SCHOOLBOYS SEIZE BONES
Extraordinary scenes were witnessed in the yard of the old Melbourne gaol yesterday when a crowd of boys from the neighbouring Working Men's College scrambled with workmen for portions of a skeleton supposed to be that of the notorious bushranger Ned Kelly, who was hanged and buried in the gaol on November 11, 1880.
The portion of the old gaol now being demolished includes the bluestone wall on the north side. Excavations are being made with a view to taking out the wall and otherwise preparing the ground for the erection of an engineering school for the Working Men's College. Some time ago it was rumoured that the grave of Kelly would be found in this section, and a number of the pupils of the college manifested a morbid interest in the work.
When the steam shovel was lifting earth and stones last week Mr H Lee, of Lee and Dunn, the contractors for the building, had his attention directed to the name "E. Kelly" carved in a stone in the wall, together with the imprint of a broad arrow. The excavation work was continued with the steam shovel, and the workmen kept a lookout for the coffin. At a depth of 5 ft. or 6ft. beneath the original gaol yard the coffin was unearthed at noon yesterday. The edge of the shovel ripped off the lid of the coffin, which was made of redgum, and a skeleton was revealed.
As soon as this gruesome discovery was made a crowd of boys who had been standing around expectantly while eating their luncheons rushed forward and seized the bones. The workmen intervened, but in the scramble portions of the skeleton were carried off, including even the teeth. The grave and coffin were still powdered with quicklime. After nearly 50 years the skeleton remained intact when it was unearthed.
Mr Lee intends to hand the skull to the police for the medical school at the University. As it was found that the crowd was increasing it was decided to close the works for the day. Another coffin was seen protruding through the broken earth near the same spot. Arrangements have been made for the disinterment of this and such others as may be discovered with due respect for decency.

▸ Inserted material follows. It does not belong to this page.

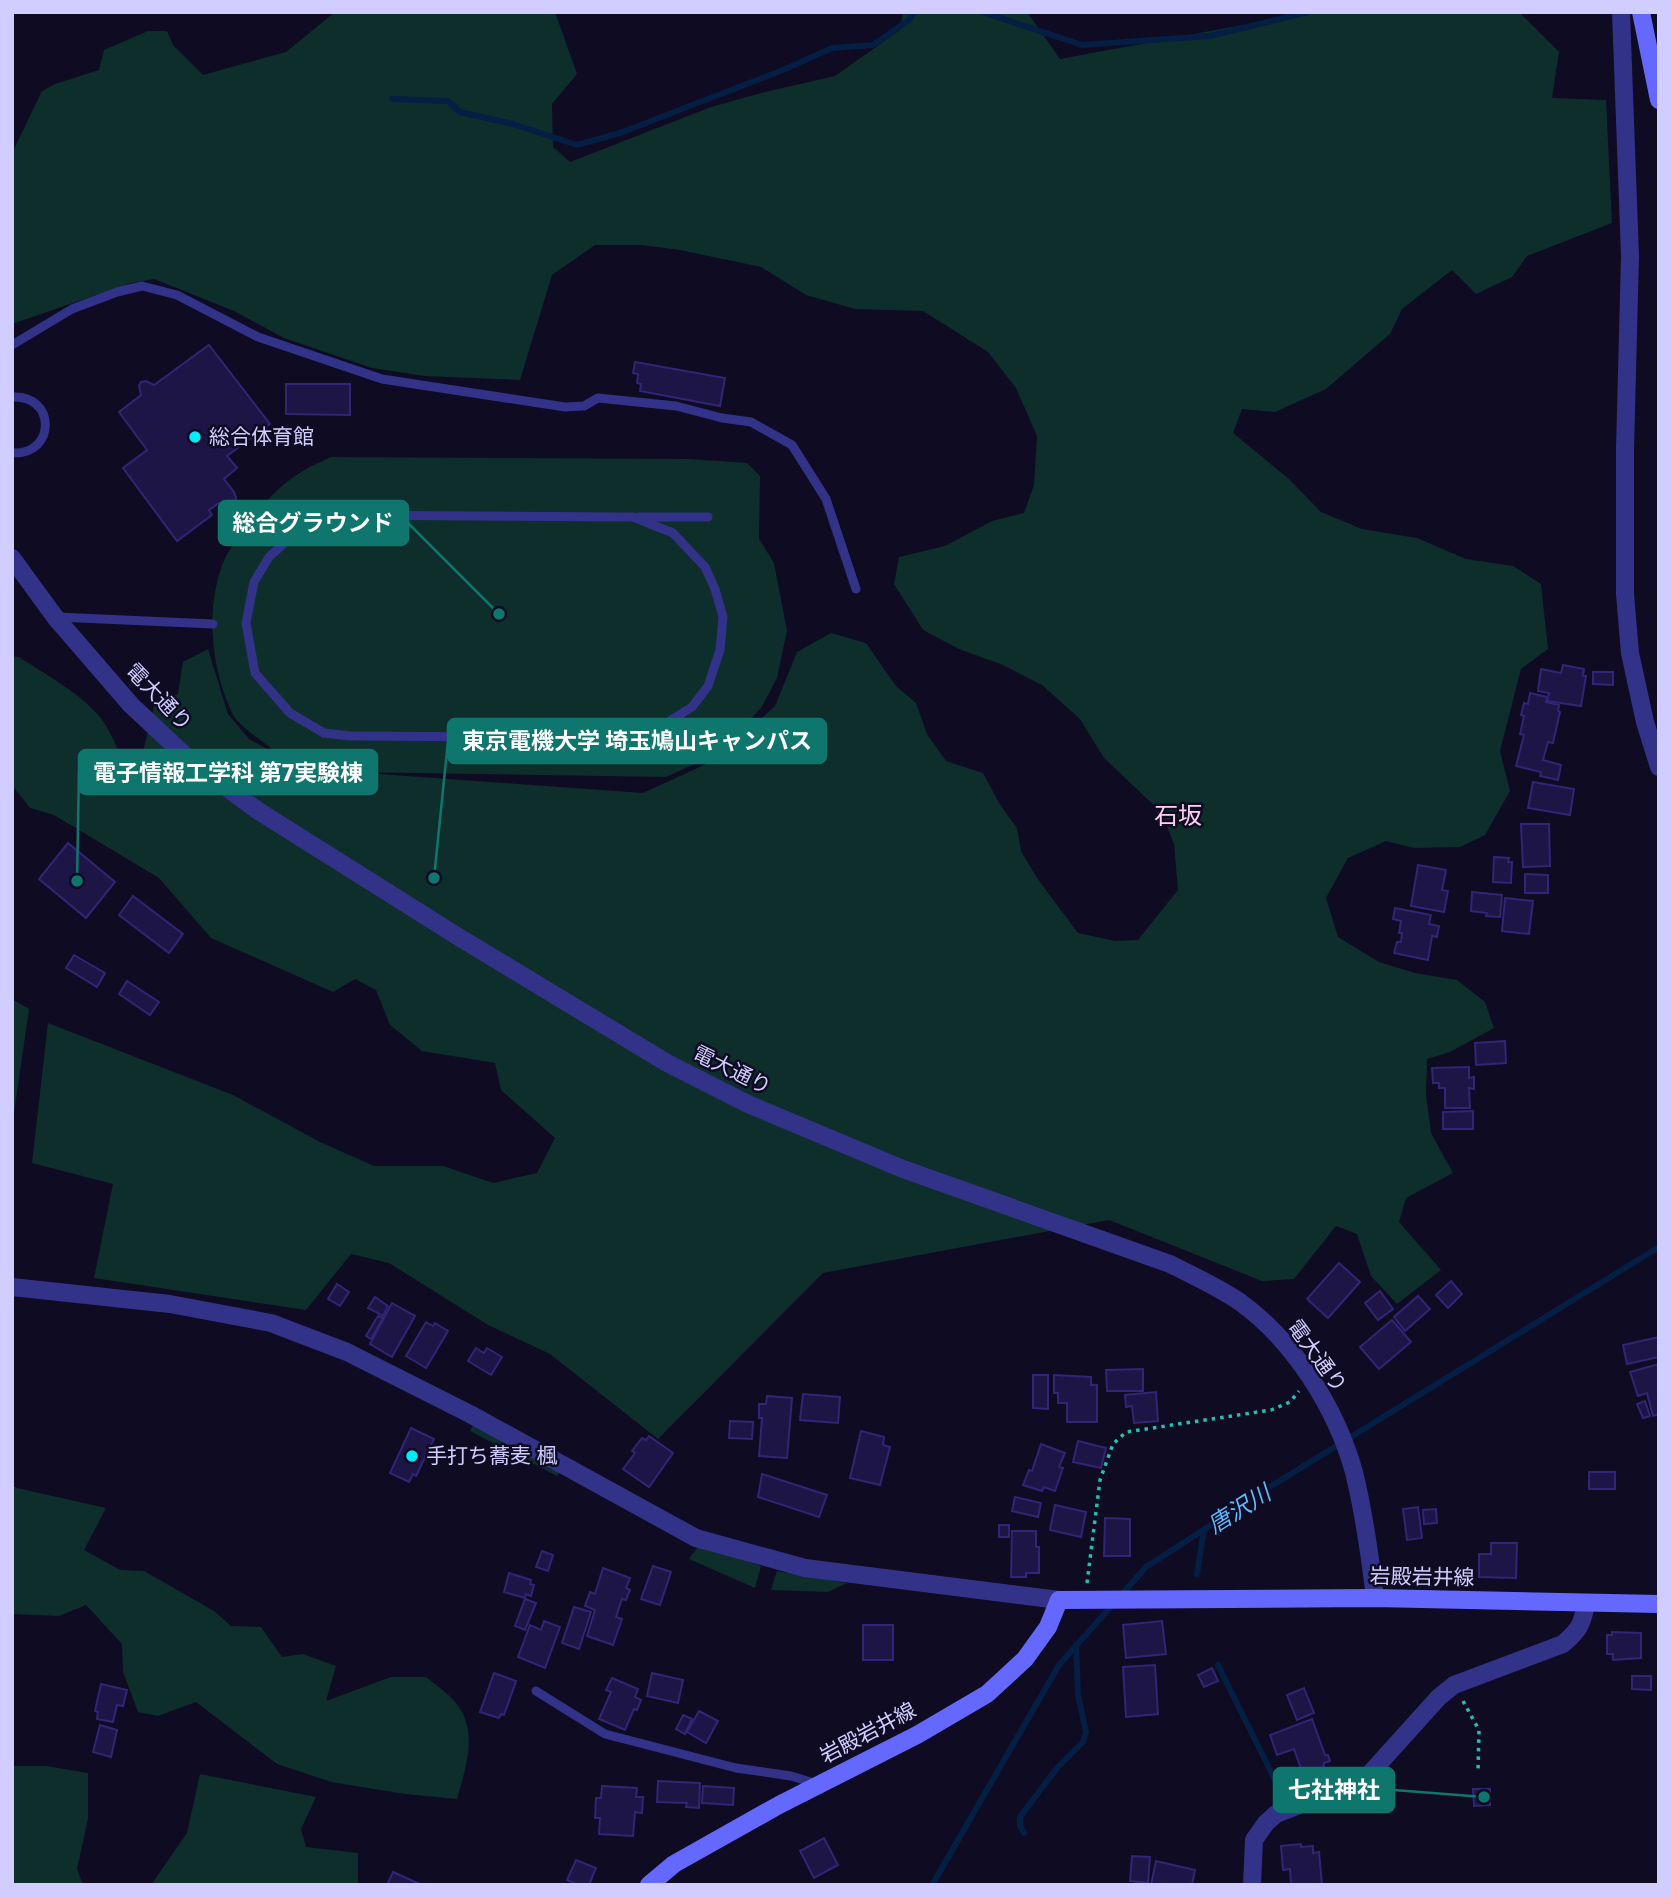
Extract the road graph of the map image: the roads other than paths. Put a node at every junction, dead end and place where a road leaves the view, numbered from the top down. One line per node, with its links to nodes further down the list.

Ned Kelly and his gang, including his brother Dan and Joe Byrne and Steve Hart, after committing many crimes, including the "hold up" of the bank at Euroa, were brought to bay in the hotel at Glenrowan. Wearing a metal head covering and an iron breastplate as a protection against bullets, Ned Kelly emerged from the hotel into the bush, and he was shot in the legs. He was brought to Melbourne , where he was tried and executed. His three companions were shot in the hotel.